#### [RECORD EXTRACTS]
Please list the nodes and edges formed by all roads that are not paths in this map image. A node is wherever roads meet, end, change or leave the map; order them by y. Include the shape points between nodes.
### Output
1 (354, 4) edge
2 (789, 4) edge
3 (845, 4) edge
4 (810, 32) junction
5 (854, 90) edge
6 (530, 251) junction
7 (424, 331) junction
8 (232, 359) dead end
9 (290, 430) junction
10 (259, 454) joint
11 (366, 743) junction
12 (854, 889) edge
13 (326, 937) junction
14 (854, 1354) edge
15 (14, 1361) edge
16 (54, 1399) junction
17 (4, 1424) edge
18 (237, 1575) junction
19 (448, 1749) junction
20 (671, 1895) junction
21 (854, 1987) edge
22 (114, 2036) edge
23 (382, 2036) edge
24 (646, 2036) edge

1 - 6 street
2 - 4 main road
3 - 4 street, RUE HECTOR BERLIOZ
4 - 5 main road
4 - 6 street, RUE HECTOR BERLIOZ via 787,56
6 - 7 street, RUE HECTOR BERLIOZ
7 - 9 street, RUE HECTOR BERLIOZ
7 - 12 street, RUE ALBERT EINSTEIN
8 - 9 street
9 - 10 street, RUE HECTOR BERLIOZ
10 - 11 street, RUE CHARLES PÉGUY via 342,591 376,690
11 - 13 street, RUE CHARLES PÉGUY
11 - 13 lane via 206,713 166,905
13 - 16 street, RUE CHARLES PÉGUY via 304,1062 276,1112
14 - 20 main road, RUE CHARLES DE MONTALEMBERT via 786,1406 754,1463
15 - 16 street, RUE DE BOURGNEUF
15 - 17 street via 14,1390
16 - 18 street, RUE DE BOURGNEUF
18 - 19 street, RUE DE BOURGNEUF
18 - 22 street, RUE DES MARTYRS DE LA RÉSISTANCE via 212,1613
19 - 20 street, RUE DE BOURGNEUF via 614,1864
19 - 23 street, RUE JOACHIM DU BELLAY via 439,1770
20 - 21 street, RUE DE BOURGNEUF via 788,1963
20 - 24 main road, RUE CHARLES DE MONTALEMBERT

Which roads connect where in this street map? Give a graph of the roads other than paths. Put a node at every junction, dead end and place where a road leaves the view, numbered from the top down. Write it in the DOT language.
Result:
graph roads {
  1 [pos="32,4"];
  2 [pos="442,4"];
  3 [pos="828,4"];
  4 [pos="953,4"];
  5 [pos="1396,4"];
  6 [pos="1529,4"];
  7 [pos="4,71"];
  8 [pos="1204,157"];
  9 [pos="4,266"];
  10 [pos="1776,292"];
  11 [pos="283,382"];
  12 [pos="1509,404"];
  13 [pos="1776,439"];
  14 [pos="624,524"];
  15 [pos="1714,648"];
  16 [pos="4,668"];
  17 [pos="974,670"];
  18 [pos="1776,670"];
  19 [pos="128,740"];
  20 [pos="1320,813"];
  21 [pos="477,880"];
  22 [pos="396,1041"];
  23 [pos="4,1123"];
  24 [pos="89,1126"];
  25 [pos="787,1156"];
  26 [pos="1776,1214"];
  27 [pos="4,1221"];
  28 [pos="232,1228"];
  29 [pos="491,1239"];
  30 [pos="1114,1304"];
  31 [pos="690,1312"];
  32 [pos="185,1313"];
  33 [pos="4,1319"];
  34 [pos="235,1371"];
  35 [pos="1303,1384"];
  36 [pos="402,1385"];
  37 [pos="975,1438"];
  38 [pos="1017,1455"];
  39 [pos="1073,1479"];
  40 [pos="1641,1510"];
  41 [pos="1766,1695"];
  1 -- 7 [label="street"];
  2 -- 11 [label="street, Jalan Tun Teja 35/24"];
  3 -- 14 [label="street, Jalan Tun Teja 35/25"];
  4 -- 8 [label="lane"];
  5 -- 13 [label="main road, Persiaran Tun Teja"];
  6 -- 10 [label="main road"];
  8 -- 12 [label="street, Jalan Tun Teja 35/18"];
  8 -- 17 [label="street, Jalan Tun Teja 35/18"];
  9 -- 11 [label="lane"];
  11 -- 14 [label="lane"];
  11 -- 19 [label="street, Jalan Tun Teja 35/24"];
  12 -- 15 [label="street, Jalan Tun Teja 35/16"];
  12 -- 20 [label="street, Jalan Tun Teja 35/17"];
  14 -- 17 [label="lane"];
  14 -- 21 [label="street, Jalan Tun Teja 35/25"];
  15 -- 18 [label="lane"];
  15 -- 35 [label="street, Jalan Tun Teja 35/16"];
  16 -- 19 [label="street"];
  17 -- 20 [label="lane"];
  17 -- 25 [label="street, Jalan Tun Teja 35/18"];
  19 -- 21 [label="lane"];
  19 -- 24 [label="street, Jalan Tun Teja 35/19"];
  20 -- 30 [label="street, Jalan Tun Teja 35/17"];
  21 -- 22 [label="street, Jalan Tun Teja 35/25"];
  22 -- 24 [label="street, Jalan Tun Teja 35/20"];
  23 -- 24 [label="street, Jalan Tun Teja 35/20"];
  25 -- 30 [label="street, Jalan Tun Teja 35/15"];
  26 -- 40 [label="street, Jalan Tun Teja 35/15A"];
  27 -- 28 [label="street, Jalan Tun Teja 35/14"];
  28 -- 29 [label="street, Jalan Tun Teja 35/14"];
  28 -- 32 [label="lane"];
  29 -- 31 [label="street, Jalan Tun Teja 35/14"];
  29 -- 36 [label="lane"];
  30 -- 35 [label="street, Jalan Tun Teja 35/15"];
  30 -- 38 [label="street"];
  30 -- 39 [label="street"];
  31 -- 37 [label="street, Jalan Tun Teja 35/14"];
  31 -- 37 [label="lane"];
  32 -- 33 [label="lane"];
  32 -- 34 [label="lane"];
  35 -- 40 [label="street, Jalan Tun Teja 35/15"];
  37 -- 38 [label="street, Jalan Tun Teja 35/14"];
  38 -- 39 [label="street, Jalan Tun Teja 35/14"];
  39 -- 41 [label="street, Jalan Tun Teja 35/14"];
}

#### [TASK BRIEF]
Give the complete material back, word for word.

#### [COMPLETED EXERCISE]
Please list the nodes and edges formed by all roads that are not paths in this map image. A node is wherever roads meet, end, change or leave the map; order them by y. Include the shape points between nodes.
### Output
1 (354, 4) edge
2 (789, 4) edge
3 (845, 4) edge
4 (810, 32) junction
5 (854, 90) edge
6 (530, 251) junction
7 (424, 331) junction
8 (232, 359) dead end
9 (290, 430) junction
10 (259, 454) joint
11 (366, 743) junction
12 (854, 889) edge
13 (326, 937) junction
14 (854, 1354) edge
15 (14, 1361) edge
16 (54, 1399) junction
17 (4, 1424) edge
18 (237, 1575) junction
19 (448, 1749) junction
20 (671, 1895) junction
21 (854, 1987) edge
22 (114, 2036) edge
23 (382, 2036) edge
24 (646, 2036) edge

1 - 6 street
2 - 4 main road
3 - 4 street, RUE HECTOR BERLIOZ
4 - 5 main road
4 - 6 street, RUE HECTOR BERLIOZ via 787,56
6 - 7 street, RUE HECTOR BERLIOZ
7 - 9 street, RUE HECTOR BERLIOZ
7 - 12 street, RUE ALBERT EINSTEIN
8 - 9 street
9 - 10 street, RUE HECTOR BERLIOZ
10 - 11 street, RUE CHARLES PÉGUY via 342,591 376,690
11 - 13 street, RUE CHARLES PÉGUY
11 - 13 lane via 206,713 166,905
13 - 16 street, RUE CHARLES PÉGUY via 304,1062 276,1112
14 - 20 main road, RUE CHARLES DE MONTALEMBERT via 786,1406 754,1463
15 - 16 street, RUE DE BOURGNEUF
15 - 17 street via 14,1390
16 - 18 street, RUE DE BOURGNEUF
18 - 19 street, RUE DE BOURGNEUF
18 - 22 street, RUE DES MARTYRS DE LA RÉSISTANCE via 212,1613
19 - 20 street, RUE DE BOURGNEUF via 614,1864
19 - 23 street, RUE JOACHIM DU BELLAY via 439,1770
20 - 21 street, RUE DE BOURGNEUF via 788,1963
20 - 24 main road, RUE CHARLES DE MONTALEMBERT

Which roads connect where in this street map? Give a graph of the roads other than paths. Put a node at every junction, dead end and place where a road leaves the view, numbered from the top down. Write it in the DOT language.
Result:
graph roads {
  1 [pos="32,4"];
  2 [pos="442,4"];
  3 [pos="828,4"];
  4 [pos="953,4"];
  5 [pos="1396,4"];
  6 [pos="1529,4"];
  7 [pos="4,71"];
  8 [pos="1204,157"];
  9 [pos="4,266"];
  10 [pos="1776,292"];
  11 [pos="283,382"];
  12 [pos="1509,404"];
  13 [pos="1776,439"];
  14 [pos="624,524"];
  15 [pos="1714,648"];
  16 [pos="4,668"];
  17 [pos="974,670"];
  18 [pos="1776,670"];
  19 [pos="128,740"];
  20 [pos="1320,813"];
  21 [pos="477,880"];
  22 [pos="396,1041"];
  23 [pos="4,1123"];
  24 [pos="89,1126"];
  25 [pos="787,1156"];
  26 [pos="1776,1214"];
  27 [pos="4,1221"];
  28 [pos="232,1228"];
  29 [pos="491,1239"];
  30 [pos="1114,1304"];
  31 [pos="690,1312"];
  32 [pos="185,1313"];
  33 [pos="4,1319"];
  34 [pos="235,1371"];
  35 [pos="1303,1384"];
  36 [pos="402,1385"];
  37 [pos="975,1438"];
  38 [pos="1017,1455"];
  39 [pos="1073,1479"];
  40 [pos="1641,1510"];
  41 [pos="1766,1695"];
  1 -- 7 [label="street"];
  2 -- 11 [label="street, Jalan Tun Teja 35/24"];
  3 -- 14 [label="street, Jalan Tun Teja 35/25"];
  4 -- 8 [label="lane"];
  5 -- 13 [label="main road, Persiaran Tun Teja"];
  6 -- 10 [label="main road"];
  8 -- 12 [label="street, Jalan Tun Teja 35/18"];
  8 -- 17 [label="street, Jalan Tun Teja 35/18"];
  9 -- 11 [label="lane"];
  11 -- 14 [label="lane"];
  11 -- 19 [label="street, Jalan Tun Teja 35/24"];
  12 -- 15 [label="street, Jalan Tun Teja 35/16"];
  12 -- 20 [label="street, Jalan Tun Teja 35/17"];
  14 -- 17 [label="lane"];
  14 -- 21 [label="street, Jalan Tun Teja 35/25"];
  15 -- 18 [label="lane"];
  15 -- 35 [label="street, Jalan Tun Teja 35/16"];
  16 -- 19 [label="street"];
  17 -- 20 [label="lane"];
  17 -- 25 [label="street, Jalan Tun Teja 35/18"];
  19 -- 21 [label="lane"];
  19 -- 24 [label="street, Jalan Tun Teja 35/19"];
  20 -- 30 [label="street, Jalan Tun Teja 35/17"];
  21 -- 22 [label="street, Jalan Tun Teja 35/25"];
  22 -- 24 [label="street, Jalan Tun Teja 35/20"];
  23 -- 24 [label="street, Jalan Tun Teja 35/20"];
  25 -- 30 [label="street, Jalan Tun Teja 35/15"];
  26 -- 40 [label="street, Jalan Tun Teja 35/15A"];
  27 -- 28 [label="street, Jalan Tun Teja 35/14"];
  28 -- 29 [label="street, Jalan Tun Teja 35/14"];
  28 -- 32 [label="lane"];
  29 -- 31 [label="street, Jalan Tun Teja 35/14"];
  29 -- 36 [label="lane"];
  30 -- 35 [label="street, Jalan Tun Teja 35/15"];
  30 -- 38 [label="street"];
  30 -- 39 [label="street"];
  31 -- 37 [label="street, Jalan Tun Teja 35/14"];
  31 -- 37 [label="lane"];
  32 -- 33 [label="lane"];
  32 -- 34 [label="lane"];
  35 -- 40 [label="street, Jalan Tun Teja 35/15"];
  37 -- 38 [label="street, Jalan Tun Teja 35/14"];
  38 -- 39 [label="street, Jalan Tun Teja 35/14"];
  39 -- 41 [label="street, Jalan Tun Teja 35/14"];
}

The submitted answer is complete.